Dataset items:
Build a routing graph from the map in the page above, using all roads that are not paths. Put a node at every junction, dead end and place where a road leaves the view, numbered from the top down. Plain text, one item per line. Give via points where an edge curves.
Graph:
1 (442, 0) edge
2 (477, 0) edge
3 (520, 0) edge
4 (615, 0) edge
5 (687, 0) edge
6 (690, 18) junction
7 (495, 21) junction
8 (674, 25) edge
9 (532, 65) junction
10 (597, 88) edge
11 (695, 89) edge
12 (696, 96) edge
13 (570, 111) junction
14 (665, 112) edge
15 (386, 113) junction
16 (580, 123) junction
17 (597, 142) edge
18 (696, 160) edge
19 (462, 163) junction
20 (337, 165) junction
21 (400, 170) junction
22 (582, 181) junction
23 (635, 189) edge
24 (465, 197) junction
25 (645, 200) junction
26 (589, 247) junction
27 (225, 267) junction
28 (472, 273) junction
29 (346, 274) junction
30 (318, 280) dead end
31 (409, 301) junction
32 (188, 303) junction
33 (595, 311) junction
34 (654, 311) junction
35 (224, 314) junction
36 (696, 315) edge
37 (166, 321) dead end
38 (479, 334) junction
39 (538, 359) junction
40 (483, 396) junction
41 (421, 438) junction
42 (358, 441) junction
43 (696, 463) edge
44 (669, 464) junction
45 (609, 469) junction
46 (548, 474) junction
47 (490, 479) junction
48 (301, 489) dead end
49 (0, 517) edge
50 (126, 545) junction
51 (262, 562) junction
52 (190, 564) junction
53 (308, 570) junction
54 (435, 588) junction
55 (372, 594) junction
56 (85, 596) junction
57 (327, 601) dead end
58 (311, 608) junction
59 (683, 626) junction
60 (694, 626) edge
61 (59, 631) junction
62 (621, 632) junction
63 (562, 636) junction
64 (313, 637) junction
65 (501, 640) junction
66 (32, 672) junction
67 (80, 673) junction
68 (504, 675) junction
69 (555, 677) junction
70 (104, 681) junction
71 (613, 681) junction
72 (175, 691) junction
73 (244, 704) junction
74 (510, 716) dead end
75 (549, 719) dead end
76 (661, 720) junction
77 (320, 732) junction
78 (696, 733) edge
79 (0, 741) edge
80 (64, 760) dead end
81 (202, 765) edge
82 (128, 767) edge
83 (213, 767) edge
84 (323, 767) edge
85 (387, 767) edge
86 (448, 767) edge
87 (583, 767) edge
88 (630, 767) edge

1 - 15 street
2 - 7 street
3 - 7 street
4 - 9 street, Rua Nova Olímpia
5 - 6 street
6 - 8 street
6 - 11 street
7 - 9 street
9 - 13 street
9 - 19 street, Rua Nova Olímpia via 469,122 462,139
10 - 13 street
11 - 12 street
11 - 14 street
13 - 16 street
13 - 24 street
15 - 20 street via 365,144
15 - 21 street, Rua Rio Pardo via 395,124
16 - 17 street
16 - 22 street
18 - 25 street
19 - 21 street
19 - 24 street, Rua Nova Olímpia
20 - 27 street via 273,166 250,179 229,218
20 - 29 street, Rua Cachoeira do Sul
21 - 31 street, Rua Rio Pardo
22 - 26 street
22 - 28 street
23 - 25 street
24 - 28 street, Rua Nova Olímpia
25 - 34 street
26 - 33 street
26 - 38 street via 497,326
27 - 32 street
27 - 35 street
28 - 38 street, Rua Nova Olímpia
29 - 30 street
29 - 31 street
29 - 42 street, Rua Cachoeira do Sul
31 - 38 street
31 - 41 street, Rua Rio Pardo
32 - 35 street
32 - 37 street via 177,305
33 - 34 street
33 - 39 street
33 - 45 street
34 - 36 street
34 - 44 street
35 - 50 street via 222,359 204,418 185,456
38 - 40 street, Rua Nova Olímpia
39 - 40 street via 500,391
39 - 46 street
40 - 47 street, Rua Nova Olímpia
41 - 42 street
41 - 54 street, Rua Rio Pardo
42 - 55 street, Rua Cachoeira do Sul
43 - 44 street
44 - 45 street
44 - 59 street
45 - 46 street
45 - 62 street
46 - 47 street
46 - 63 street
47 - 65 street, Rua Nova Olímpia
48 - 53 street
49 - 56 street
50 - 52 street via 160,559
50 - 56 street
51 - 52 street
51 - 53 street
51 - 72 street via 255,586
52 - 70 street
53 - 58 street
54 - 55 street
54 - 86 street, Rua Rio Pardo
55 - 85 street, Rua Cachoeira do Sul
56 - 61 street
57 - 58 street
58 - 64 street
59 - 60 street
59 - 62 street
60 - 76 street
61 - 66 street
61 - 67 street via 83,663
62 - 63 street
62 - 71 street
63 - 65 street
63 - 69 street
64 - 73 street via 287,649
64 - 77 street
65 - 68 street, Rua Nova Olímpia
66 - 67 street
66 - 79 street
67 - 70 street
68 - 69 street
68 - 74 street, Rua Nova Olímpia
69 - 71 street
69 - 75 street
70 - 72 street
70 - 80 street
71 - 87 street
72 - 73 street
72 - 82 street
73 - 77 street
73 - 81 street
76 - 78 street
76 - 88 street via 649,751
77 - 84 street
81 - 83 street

▶ [What needs to be done] Filter the records down to the lines that contain the string "Olímpia", and copy those lines.

▶ [Answer for the task]
4 - 9 street, Rua Nova Olímpia
9 - 19 street, Rua Nova Olímpia via 469,122 462,139
19 - 24 street, Rua Nova Olímpia
24 - 28 street, Rua Nova Olímpia
28 - 38 street, Rua Nova Olímpia
38 - 40 street, Rua Nova Olímpia
40 - 47 street, Rua Nova Olímpia
47 - 65 street, Rua Nova Olímpia
65 - 68 street, Rua Nova Olímpia
68 - 74 street, Rua Nova Olímpia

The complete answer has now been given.